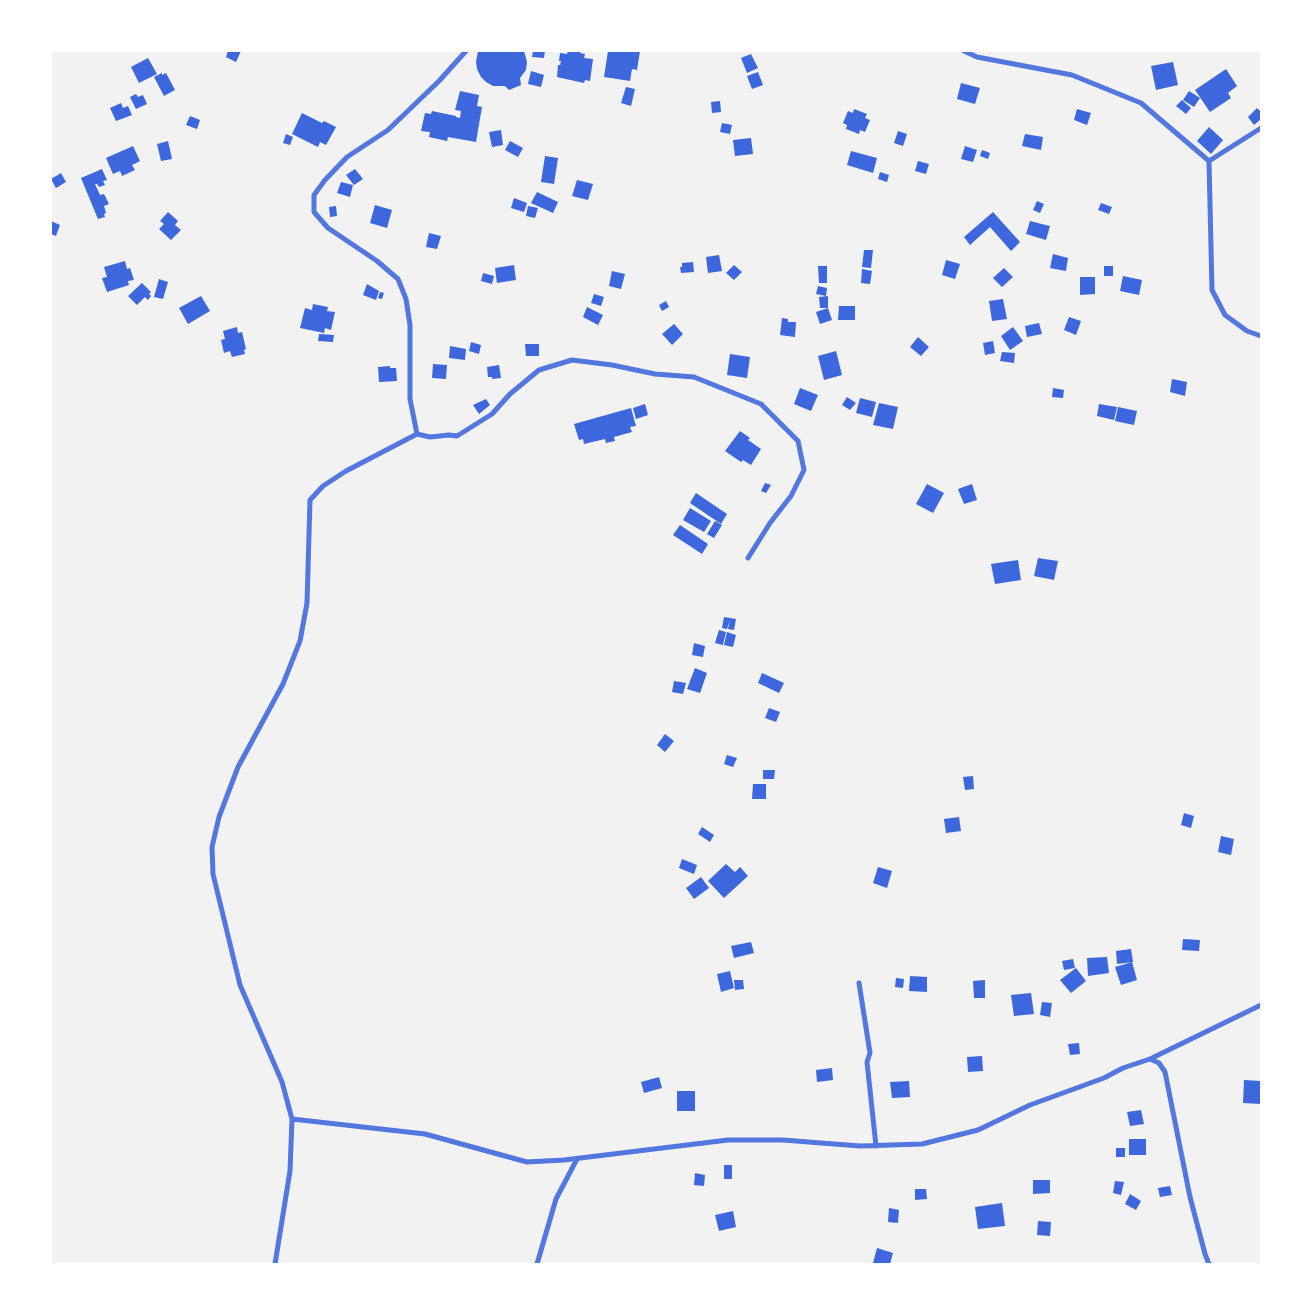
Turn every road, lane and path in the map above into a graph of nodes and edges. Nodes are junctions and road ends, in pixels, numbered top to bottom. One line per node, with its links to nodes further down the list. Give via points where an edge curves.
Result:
1 (466, 51): 6 (street, via 388,130 348,157 314,195 314,212 328,228 398,279 410,325 410,399)
2 (964, 51): 4 (street, via 977,57 1072,75 1141,103)
3 (1261, 128): 4 (street)
4 (1209, 161): 5 (street, via 1212,290 1225,315 1247,331)
5 (1261, 336)
6 (417, 434): 7 (street, via 457,436 492,414 539,370 572,360 694,377 761,404 798,441 804,470 791,496); 11 (street, via 338,476 310,500 307,603 300,641 283,684 238,766 219,817 212,847 213,874 240,985 282,1082)
7 (748, 558)
8 (859, 984): 12 (street, via 870,1053 867,1062)
9 (1261, 1005): 10 (street)
10 (1150, 1059): 12 (street, via 1030,1105 978,1130 922,1144); 16 (street, via 1159,1063 1165,1072 1190,1197)
11 (292, 1119): 13 (street, via 425,1134 527,1162); 14 (street, via 290,1171)
12 (876, 1146): 13 (street, via 728,1140)
13 (577, 1159): 15 (street, via 556,1199)
14 (275, 1264)
15 (537, 1264)
16 (1209, 1264)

******************************

** EXERCISE GOAL **
Pictures are to be left out. Everything else in the records above gets repeated exactly.

** RESULT **
Turn every road, lane and path in the map above into a graph of nodes and edges. Nodes are junctions and road ends, in pixels, numbered top to bottom. One line per node, with its links to nodes further down the list. Give via points where an edge curves.
Result:
1 (466, 51): 6 (street, via 388,130 348,157 314,195 314,212 328,228 398,279 410,325 410,399)
2 (964, 51): 4 (street, via 977,57 1072,75 1141,103)
3 (1261, 128): 4 (street)
4 (1209, 161): 5 (street, via 1212,290 1225,315 1247,331)
5 (1261, 336)
6 (417, 434): 7 (street, via 457,436 492,414 539,370 572,360 694,377 761,404 798,441 804,470 791,496); 11 (street, via 338,476 310,500 307,603 300,641 283,684 238,766 219,817 212,847 213,874 240,985 282,1082)
7 (748, 558)
8 (859, 984): 12 (street, via 870,1053 867,1062)
9 (1261, 1005): 10 (street)
10 (1150, 1059): 12 (street, via 1030,1105 978,1130 922,1144); 16 (street, via 1159,1063 1165,1072 1190,1197)
11 (292, 1119): 13 (street, via 425,1134 527,1162); 14 (street, via 290,1171)
12 (876, 1146): 13 (street, via 728,1140)
13 (577, 1159): 15 (street, via 556,1199)
14 (275, 1264)
15 (537, 1264)
16 (1209, 1264)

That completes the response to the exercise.